I was snubbed and subsided.

One afternoon as I was walking down Oxford Street, I saw Arthur Ravener and Captain Dillington approaching. Only the latter noticed me at first. He nudged Arthur and, with an indescribably ugly smile on his face, said something to him. I longed to know what it was, womanlike, because I instinctively felt it was not for my ears. Arthur reddened in a most uncomfortable way, and Captain Dillington laughed. I felt annoyed. I resolved that they should stop and speak to me, though I am sure they had no intention of so doing. Accordingly when they raised their hats, by a dainty little feminine manœuvre, I contrived to make them stop. Captain Dillington greeted me boldly. Arthur Ravener seemed tongue-tied.

"Why do you never come to see us, Captain Dillington?" I asked in my airy way, as they turned and walked back with me.

"Would you care to have us both, Miss Bouverie?"

"I don't see why not. There is plenty of room for you."

"I wonder if you will always be as accommodating, Miss Bouverie?" There was something so insolent in his tone, that I became scarlet in the face. I cannot explain what there was offensive in his speech. You who read it will say that I made a mountain out of a molehill. It impressed Arthur Ravener as it impressed me.

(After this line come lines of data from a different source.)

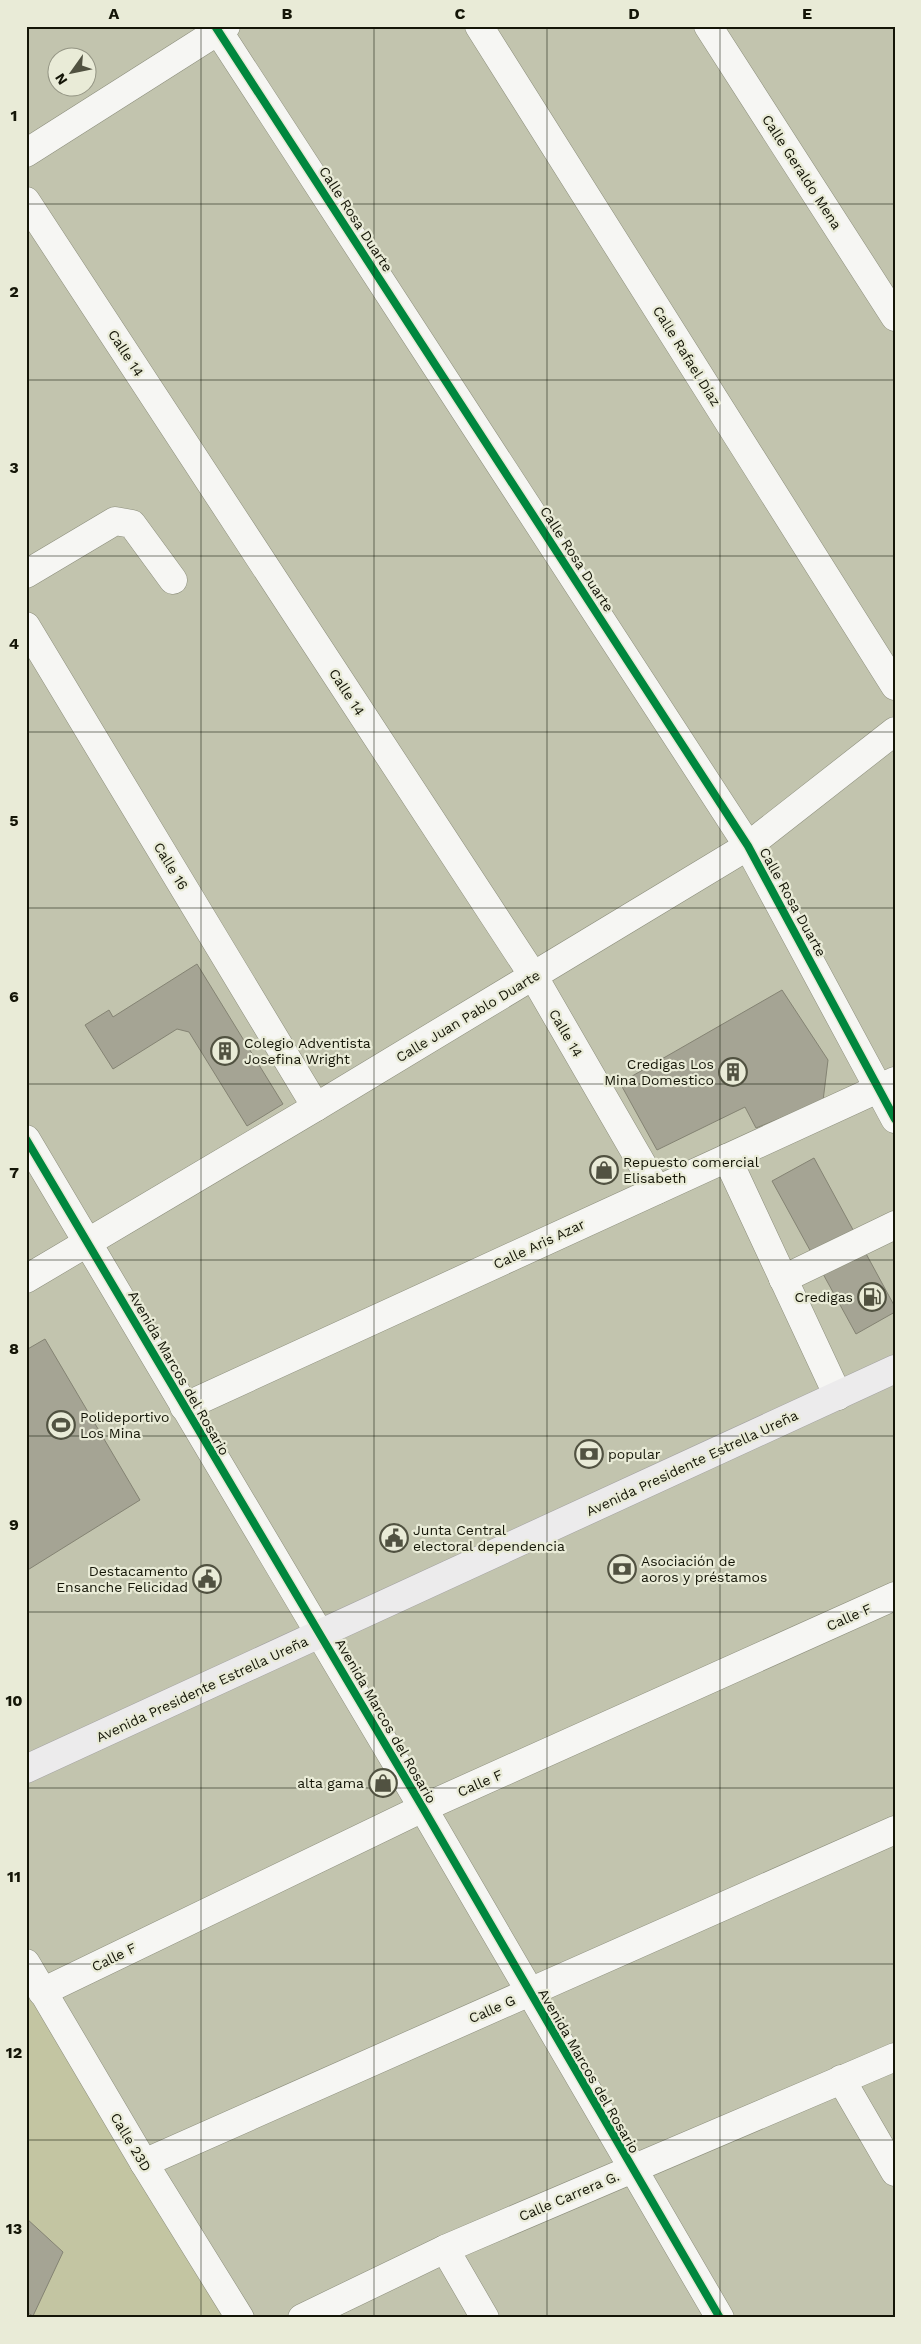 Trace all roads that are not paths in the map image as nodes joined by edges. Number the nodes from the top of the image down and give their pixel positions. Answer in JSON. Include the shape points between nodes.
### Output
{"nodes":[{"id":1,"x":479,"y":26,"type":"edge"},
{"id":2,"x":708,"y":26,"type":"edge"},
{"id":3,"x":220,"y":28,"type":"edge"},
{"id":4,"x":26,"y":154,"type":"edge"},
{"id":5,"x":26,"y":201,"type":"edge"},
{"id":6,"x":895,"y":317,"type":"edge"},
{"id":7,"x":26,"y":574,"type":"edge"},
{"id":8,"x":172,"y":580,"type":"dead end"},
{"id":9,"x":26,"y":626,"type":"edge"},
{"id":10,"x":895,"y":686,"type":"edge"},
{"id":11,"x":895,"y":731,"type":"edge"},
{"id":12,"x":748,"y":846,"type":"junction"},
{"id":13,"x":534,"y":977,"type":"junction"},
{"id":14,"x":887,"y":1084,"type":"edge"},
{"id":15,"x":316,"y":1107,"type":"junction"},
{"id":16,"x":895,"y":1119,"type":"edge"},
{"id":17,"x":26,"y":1139,"type":"edge"},
{"id":18,"x":727,"y":1158,"type":"junction"},
{"id":19,"x":657,"y":1190,"type":"junction"},
{"id":20,"x":895,"y":1225,"type":"edge"},
{"id":21,"x":88,"y":1241,"type":"junction"},
{"id":22,"x":26,"y":1278,"type":"edge"},
{"id":23,"x":783,"y":1279,"type":"junction"},
{"id":24,"x":895,"y":1369,"type":"edge"},
{"id":25,"x":838,"y":1396,"type":"junction"},
{"id":26,"x":184,"y":1407,"type":"junction"},
{"id":27,"x":895,"y":1596,"type":"edge"},
{"id":28,"x":320,"y":1635,"type":"junction"},
{"id":29,"x":26,"y":1769,"type":"edge"},
{"id":30,"x":423,"y":1808,"type":"junction"},
{"id":31,"x":895,"y":1830,"type":"edge"},
{"id":32,"x":26,"y":1963,"type":"edge"},
{"id":33,"x":42,"y":1992,"type":"junction"},
{"id":34,"x":529,"y":1992,"type":"junction"},
{"id":35,"x":895,"y":2057,"type":"edge"},
{"id":36,"x":841,"y":2079,"type":"junction"},
{"id":37,"x":144,"y":2163,"type":"junction"},
{"id":38,"x":632,"y":2169,"type":"junction"},
{"id":39,"x":895,"y":2172,"type":"edge"},
{"id":40,"x":445,"y":2249,"type":"junction"},
{"id":41,"x":240,"y":2318,"type":"edge"},
{"id":42,"x":302,"y":2318,"type":"edge"},
{"id":43,"x":486,"y":2318,"type":"edge"},
{"id":44,"x":720,"y":2318,"type":"edge"}],
"edges":[{"from":1,"to":10,"type":"street","name":"Calle Rafael Díaz"},
{"from":2,"to":6,"type":"street","name":"Calle Geraldo Mena"},
{"from":3,"to":4,"type":"street"},
{"from":3,"to":12,"type":"street","name":"Calle Rosa Duarte"},
{"from":5,"to":13,"type":"street","name":"Calle 14"},
{"from":7,"to":8,"type":"street","via":[[115,521],[132,524]]},
{"from":9,"to":15,"type":"street","name":"Calle 16"},
{"from":11,"to":12,"type":"street","name":"Calle Juan Pablo Duarte"},
{"from":12,"to":13,"type":"street","name":"Calle Juan Pablo Duarte"},
{"from":12,"to":14,"type":"street","name":"Calle Rosa Duarte"},
{"from":13,"to":15,"type":"street","name":"Calle Juan Pablo Duarte"},
{"from":13,"to":19,"type":"street","name":"Calle 14"},
{"from":14,"to":16,"type":"street","name":"Calle Rosa Duarte"},
{"from":14,"to":18,"type":"street","name":"Calle Aris Azar"},
{"from":15,"to":21,"type":"street","name":"Calle Juan Pablo Duarte"},
{"from":17,"to":21,"type":"street","name":"Avenida Marcos del Rosario"},
{"from":18,"to":19,"type":"street","name":"Calle Aris Azar"},
{"from":18,"to":23,"type":"street"},
{"from":19,"to":26,"type":"street","name":"Calle Aris Azar"},
{"from":20,"to":23,"type":"street"},
{"from":21,"to":22,"type":"street","name":"Calle Juan Pablo Duarte"},
{"from":21,"to":26,"type":"street","name":"Avenida Marcos del Rosario"},
{"from":23,"to":25,"type":"street"},
{"from":24,"to":25,"type":"main road","name":"Avenida Presidente Estrella Ureña"},
{"from":25,"to":28,"type":"main road","name":"Avenida Presidente Estrella Ureña"},
{"from":26,"to":28,"type":"street","name":"Avenida Marcos del Rosario"},
{"from":27,"to":30,"type":"street","name":"Calle F"},
{"from":28,"to":29,"type":"main road","name":"Avenida Presidente Estrella Ureña"},
{"from":28,"to":30,"type":"street","name":"Avenida Marcos del Rosario"},
{"from":30,"to":33,"type":"street","name":"Calle F"},
{"from":30,"to":34,"type":"street","name":"Avenida Marcos del Rosario"},
{"from":31,"to":34,"type":"street","name":"Calle G"},
{"from":32,"to":33,"type":"street","name":"Calle 23D"},
{"from":33,"to":37,"type":"street","name":"Calle 23D"},
{"from":34,"to":37,"type":"street","name":"Calle G"},
{"from":34,"to":38,"type":"street","name":"Avenida Marcos del Rosario"},
{"from":35,"to":36,"type":"street","name":"Calle Carrera G."},
{"from":36,"to":38,"type":"street","name":"Calle Carrera G."},
{"from":36,"to":39,"type":"street"},
{"from":37,"to":41,"type":"street","name":"Calle 23D"},
{"from":38,"to":40,"type":"street","name":"Calle Carrera G."},
{"from":38,"to":44,"type":"street","name":"Avenida Marcos del Rosario"},
{"from":40,"to":42,"type":"street","name":"Calle Carrera G."},
{"from":40,"to":43,"type":"street"}]}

"Take care, Dillington," I heard him say in a low voice, as I turned towards a shop window to cool down.

"If you care to come, Captain Dillington," I said haughtily, "we shall be pleased. If you do not care to come—" I shrugged my shoulders; that is very expressive.

The Captain looked alarmed. "I assure you, Miss Bouverie," he said, "you misunderstood me. I should be delighted to call. I am not at all bashful. I feel convinced that we shall meet a great deal"—he made a marked pause—"later."

I cannot describe the look on Arthur Ravener's face. I feel that novelists would call it "the look of the hunted antelope brought to bay." I have no doubt their simile is a good one, though I have never seen an antelope hunted or otherwise.

"Captain Dillington pays very few visits," said Arthur Ravener, lamely. "He sees very little society, indeed."

"Except yours," remarked the Captain.

"Except mine," echoed Arthur, slowly. "But, Captain," appealingly, "I should like you to call one day this week upon Mrs. Bouverie; I think you could manage it if you tried, couldn't you?"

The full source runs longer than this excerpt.